Car souvent, face au ministère public, en l’occurrence l’État, avec des ressources illimitées, ceux qui subissent les contrecoups du profilage ne font pas le poids financièrement.
« Pour un ticket de 150 dollars, cela m’a pris trois jours de procès à la Cour municipale pour défendre un client victime de profilage. Si je devais calculer mon taux horaire, il n’allait pas être défendu.», illustre Me Fernando Belton.
Mais le plus gros problème ici au Québec est lié à une absence de loi et de jurisprudence en matière de profilage contrairement à l’Ontario.
« Québec est vraiment en retard de ce côté-là. », dit-il.
« On a beaucoup de jugements de principe au niveau de la Cour d’appel de l’Ontario qui trace les bases des principes juridiques qui doivent être appliqués par les tribunaux de premières instances. Or, ici il n’y en a aucun.»-F Belton
Le système en Ontario reconnait les preuves circonstancielles ou indirectes en matière de profilage. Mais le droit québécois, lequel est très civiliste, tend vers des liens de causalité, le préjudice, la fraude, tout « un trio qu’il faut prouver devant les tribunaux. »

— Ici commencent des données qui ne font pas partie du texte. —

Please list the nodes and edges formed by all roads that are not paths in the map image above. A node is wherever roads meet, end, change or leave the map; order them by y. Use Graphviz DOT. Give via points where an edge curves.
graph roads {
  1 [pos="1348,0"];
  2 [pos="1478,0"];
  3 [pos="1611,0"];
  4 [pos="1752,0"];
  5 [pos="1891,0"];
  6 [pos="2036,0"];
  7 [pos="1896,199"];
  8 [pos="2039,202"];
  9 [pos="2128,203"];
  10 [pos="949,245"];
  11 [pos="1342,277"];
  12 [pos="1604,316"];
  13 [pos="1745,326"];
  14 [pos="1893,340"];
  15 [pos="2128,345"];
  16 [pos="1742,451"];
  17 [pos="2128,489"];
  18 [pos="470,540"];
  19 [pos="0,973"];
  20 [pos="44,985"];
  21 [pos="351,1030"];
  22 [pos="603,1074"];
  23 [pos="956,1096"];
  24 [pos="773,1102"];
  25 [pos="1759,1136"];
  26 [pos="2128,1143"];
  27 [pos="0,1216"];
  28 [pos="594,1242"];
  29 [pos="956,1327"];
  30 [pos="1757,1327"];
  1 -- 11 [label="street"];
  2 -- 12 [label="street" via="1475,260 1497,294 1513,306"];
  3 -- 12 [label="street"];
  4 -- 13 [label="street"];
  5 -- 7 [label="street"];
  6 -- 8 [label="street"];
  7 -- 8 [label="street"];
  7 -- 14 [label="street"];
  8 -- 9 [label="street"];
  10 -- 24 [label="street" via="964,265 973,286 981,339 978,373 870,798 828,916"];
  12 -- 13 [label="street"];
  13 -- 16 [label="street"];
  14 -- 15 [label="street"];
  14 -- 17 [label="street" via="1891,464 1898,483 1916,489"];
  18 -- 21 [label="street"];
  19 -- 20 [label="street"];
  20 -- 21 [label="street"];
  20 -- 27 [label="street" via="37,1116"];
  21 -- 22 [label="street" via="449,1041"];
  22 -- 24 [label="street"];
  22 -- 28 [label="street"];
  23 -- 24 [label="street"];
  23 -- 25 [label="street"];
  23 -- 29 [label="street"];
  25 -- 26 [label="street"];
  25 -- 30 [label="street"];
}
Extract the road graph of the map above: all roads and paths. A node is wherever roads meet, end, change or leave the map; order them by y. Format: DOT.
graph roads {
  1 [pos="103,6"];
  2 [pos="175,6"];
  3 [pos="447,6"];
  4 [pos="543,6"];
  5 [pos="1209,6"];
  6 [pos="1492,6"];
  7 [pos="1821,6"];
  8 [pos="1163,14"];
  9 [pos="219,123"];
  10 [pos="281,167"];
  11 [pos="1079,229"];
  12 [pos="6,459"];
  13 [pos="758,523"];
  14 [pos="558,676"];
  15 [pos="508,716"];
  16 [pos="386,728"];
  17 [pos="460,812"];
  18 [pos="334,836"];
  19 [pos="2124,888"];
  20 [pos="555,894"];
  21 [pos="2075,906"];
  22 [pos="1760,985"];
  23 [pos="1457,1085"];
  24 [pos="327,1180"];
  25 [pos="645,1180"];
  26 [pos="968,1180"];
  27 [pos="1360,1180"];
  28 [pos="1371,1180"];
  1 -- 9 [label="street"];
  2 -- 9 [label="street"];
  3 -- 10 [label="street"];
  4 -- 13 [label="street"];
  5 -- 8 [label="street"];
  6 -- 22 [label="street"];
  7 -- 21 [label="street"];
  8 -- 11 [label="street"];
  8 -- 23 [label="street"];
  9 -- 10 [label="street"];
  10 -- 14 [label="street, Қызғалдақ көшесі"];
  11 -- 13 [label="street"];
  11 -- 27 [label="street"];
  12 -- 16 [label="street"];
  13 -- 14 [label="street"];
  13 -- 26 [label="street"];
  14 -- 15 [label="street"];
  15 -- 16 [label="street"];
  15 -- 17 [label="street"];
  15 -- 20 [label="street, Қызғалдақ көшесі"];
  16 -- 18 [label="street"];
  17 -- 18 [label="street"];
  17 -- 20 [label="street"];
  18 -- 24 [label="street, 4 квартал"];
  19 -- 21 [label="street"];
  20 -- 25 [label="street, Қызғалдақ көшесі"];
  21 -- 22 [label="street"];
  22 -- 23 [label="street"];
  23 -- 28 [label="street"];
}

Le marathon : Lumière sur le profilage racial
Le but du marathon était de rassembler l’ensemble de la société et de l’amener à contribuer à la lutte contre toutes formes de discrimination et de racisme systémique. Le marathon comprenait une cinquantaine de victimes de profilage racial qui ont eu l’opportunité de se faire entendre et d’obtenir du support dans leur processus.
Leurs témoignages ont aussi permis de démontrer des exemples concrets de cas de profilage racial survenus au Québec. Le marathon fut aussi un moyen de vulgariser l’enjeu de manière à donner de l’information juridique à tous et à toutes.
Finalement, l’événement fut également une activité de financement pour la CJSM qui lui a permis de financer les services juridiques qu’elle offre aux victimes de discrimination et de profilage racial.
En d’autres mots, ce soutien financier concrétise les services que fournit la CJSM aux victimes qui, autrement, n’auraient pas les moyens de faire valoir ou de défendre leurs droits.
Me Fernando Belton, Me Nada Boumeftah et le comédien Renzel Dashington étaient les trois animateurs principaux de cet évènement. Les réactions et les commentaires positifs à la suite du marathon ont incité la Clinique juridique de Saint-Michel à vouloir reproduire cet évènement à chaque année afin de favoriser la poursuite de sa mission, qui est de combattre le profilage racial.